The first time I looked into my partner's eyes in love, I thought I saw all the colors of the rainbow in them, and then for a moment I thought I only saw one - the color of love. Five years later, this color can no longer be detected only with the eyes, but with every cell of my being, with every breath I take next to him in the morning.
Love after five years it is no longer that initial, yearning, burning love. No more sparks that shake your nerves and keep you up all night. It is something much deeper, more subtle, but still more powerful. This is mature love.
As the wise writer Antoine de Saint-Exupéry once said: “To love is not to look at each other, but to look together in the same direction.” This is what after five years you really get it. Love is more than just a passionate search for pleasure in the embrace of another, it is also a shared life, a shared dream, a common direction, even when you are on different paths.
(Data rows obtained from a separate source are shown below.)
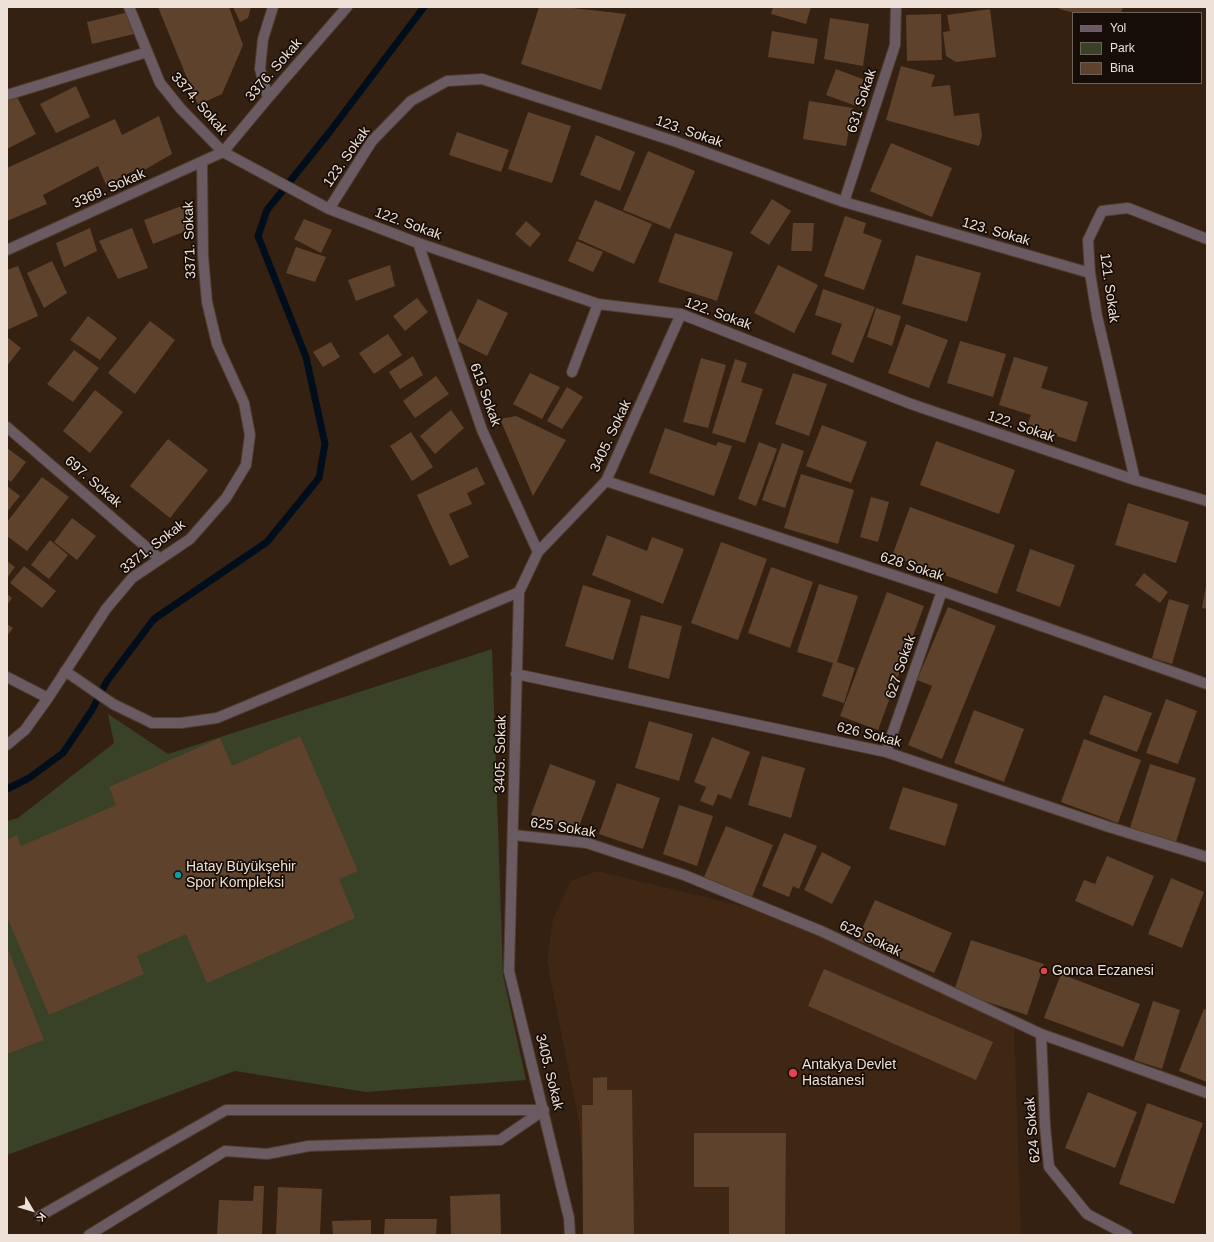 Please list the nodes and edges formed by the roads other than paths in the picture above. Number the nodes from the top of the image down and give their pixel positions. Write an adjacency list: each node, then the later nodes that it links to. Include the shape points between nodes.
1 (129, 7): 5 (street, 3374. Sokak)
2 (273, 7): 7 (street, via 263,39 260,69)
3 (347, 7): 7 (street, 3376. Sokak)
4 (896, 7): 10 (street, 631 Sokak, via 895,45)
5 (147, 52): 6 (street); 8 (street, 3374. Sokak, via 160,83 181,109)
6 (7, 95)
7 (268, 98): 8 (street, 3376. Sokak)
8 (223, 152): 9 (street, 3369. Sokak); 11 (street, 122. Sokak)
9 (202, 162): 14 (street, 3369. Sokak); 24 (street, 3371. Sokak, via 203,256 207,302 217,344 244,403 250,435 246,465 226,498 190,539)
10 (844, 202): 11 (street, 123. Sokak, via 674,141 482,79 447,81 411,100 372,141); 15 (street, 123. Sokak)
11 (329, 208): 13 (street, 122. Sokak)
12 (1207, 239): 15 (street, 121. Sokak, via 1128,208 1102,211 1088,240)
13 (418, 243): 16 (street, 122. Sokak); 23 (street, 615 Sokak, via 482,430)
14 (7, 250)
15 (1090, 274): 20 (street, 121. Sokak, via 1097,316)
16 (598, 304): 17 (street, 122. Sokak); 18 (street)
17 (681, 314): 20 (street, 122. Sokak, via 911,404); 21 (street, 3405. Sokak)
18 (572, 372)
19 (7, 427): 24 (street, 697. Sokak)
20 (1135, 480): 22 (street, 122. Sokak)
21 (606, 481): 23 (street, 3405. Sokak); 25 (street, 628 Sokak)
22 (1207, 501)
23 (538, 552): 26 (street, 3405. Sokak)
24 (160, 559): 27 (street, 3371. Sokak, via 132,578 106,609)
25 (942, 591): 30 (street, 628 Sokak); 33 (street, 627 Sokak)
26 (519, 592): 27 (street, via 217,718 181,723 152,723 113,704); 28 (street, 3405. Sokak)
27 (65, 671): 31 (street, 3371. Sokak)
28 (516, 674): 33 (street, 626 Sokak); 34 (street, 3405. Sokak)
29 (7, 677): 31 (street)
30 (1207, 684)
31 (48, 698): 32 (street, 3371. Sokak, via 25,730)
32 (7, 745)
33 (886, 752): 35 (street, 626 Sokak)
34 (514, 835): 36 (street, 625 Sokak, via 587,843 684,875 821,932); 38 (street, 3405. Sokak, via 509,971)
35 (1207, 857)
36 (1041, 1034): 37 (street, 625 Sokak); 42 (street, 624 Sokak, via 1049,1167 1087,1214)
37 (1207, 1093)
38 (544, 1110): 39 (street, via 226,1110); 40 (street, via 500,1140 309,1146 267,1154 224,1151); 41 (street, 3405. Sokak, via 569,1218)
39 (40, 1216)
40 (89, 1235)
41 (570, 1235)
42 (1127, 1235)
I like to remember that anecdote when we decided to go hiking in the mountains in the middle of summer. It was a climb that was easily passable for him, but for me it was a real challenge. When I stumbled, tired and on the verge of despair, he turned to me, offered me his hand and said: "We are not going to get to the top, but to spend this day together." It doesn't matter how fast we go, it's important that we go together." It was a lesson that shaped my understanding of love and our relationship.
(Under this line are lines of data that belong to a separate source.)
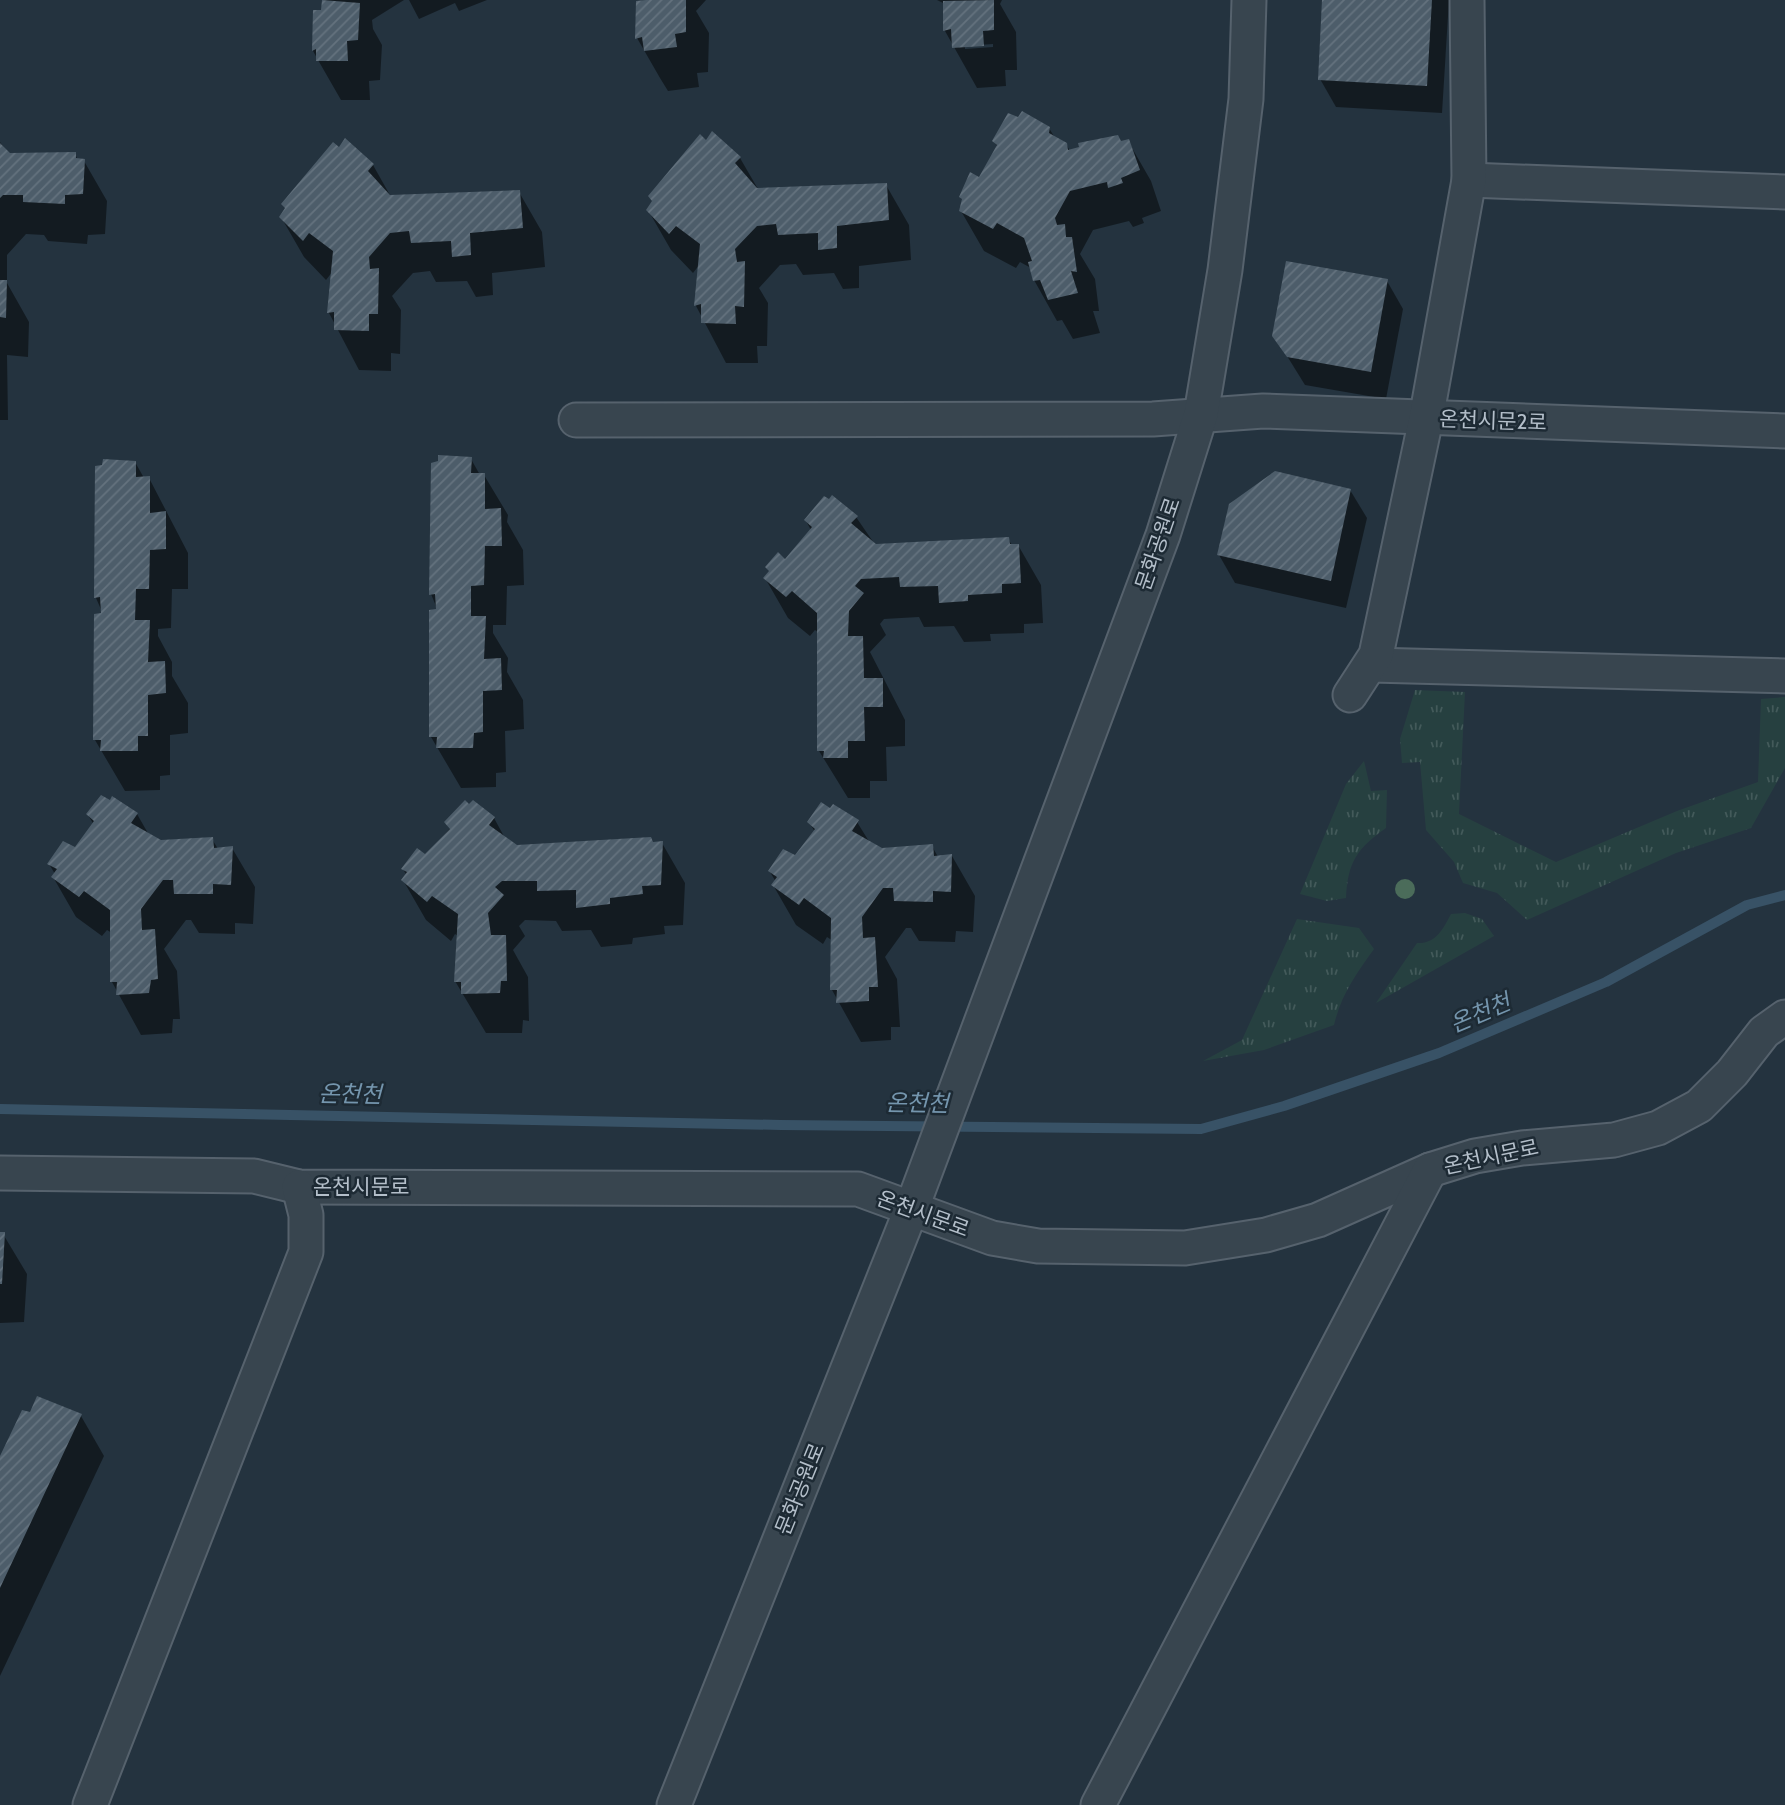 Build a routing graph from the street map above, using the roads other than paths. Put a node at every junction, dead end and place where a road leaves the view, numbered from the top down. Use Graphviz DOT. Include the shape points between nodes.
graph roads {
  1 [pos="1250,0"];
  2 [pos="1468,0"];
  3 [pos="1469,180"];
  4 [pos="1785,192"];
  5 [pos="1201,414"];
  6 [pos="576,419"];
  7 [pos="1426,419"];
  8 [pos="1785,430"];
  9 [pos="1373,664"];
  10 [pos="1785,676"];
  11 [pos="1350,695"];
  12 [pos="1785,1017"];
  13 [pos="1430,1170"];
  14 [pos="0,1173"];
  15 [pos="299,1187"];
  16 [pos="911,1210"];
  17 [pos="90,1805"];
  18 [pos="674,1805"];
  19 [pos="1098,1805"];
  1 -- 5 [label="street, 문화공원로" via="1246,99 1226,270"];
  2 -- 3 [label="street"];
  3 -- 4 [label="street"];
  3 -- 7 [label="street"];
  5 -- 6 [label="street, 온천시문2로" via="1153,419"];
  5 -- 7 [label="street, 온천시문2로" via="1263,411"];
  5 -- 16 [label="street, 문화공원로" via="1163,535"];
  7 -- 8 [label="street, 온천시문2로"];
  7 -- 9 [label="street"];
  9 -- 10 [label="street"];
  9 -- 11 [label="street"];
  12 -- 13 [label="street, 온천시문로" via="1764,1032 1699,1106 1658,1128 1614,1140 1475,1156"];
  13 -- 16 [label="street, 온천시문로" via="1318,1220 1266,1235 1185,1248 1038,1246 992,1238"];
  13 -- 19 [label="street"];
  14 -- 15 [label="street, 온천시문로" via="254,1176"];
  15 -- 16 [label="street, 온천시문로" via="858,1189"];
  15 -- 17 [label="street" via="306,1215 306,1252"];
  16 -- 18 [label="street, 문화공원로"];
}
In these five years I learned that love is sometimes silent. It's not always all about grand gestures, spectacular gifts or passionate hugs. Sometimes love is when someone helps you wash the dishes after a long day, when they prepare for you coffee exactly like that, the way you like it best, or in the fact that he grabs your hand in the middle of a walk and tells you how much he loves you.
I also learned that love takes work. It's not always easy. Sometimes you have to make compromises, sometimes you have to admit a mistake, sometimes you have to talk about difficult things. But it is this work, this effort, that also makes love so special. Every moment we spend together, every step we take together deepens this bond between us.
Mature love is as deep as the ocean, as infinite as the universe, and constantly surprises me with the new depths and dimensions it can reach. After five years, love landed. It is no longer that turbulent, volatile force. It is strong, stable, it is like a home, in which I am happy to land again and again. Love after five years is peace. It is a shelter. It's homeliness. It's loyalty. It's knowing that there is someone by your side who loves you unconditionally, no matter what life throws at you.
And trust me, I wouldn't want it any other way.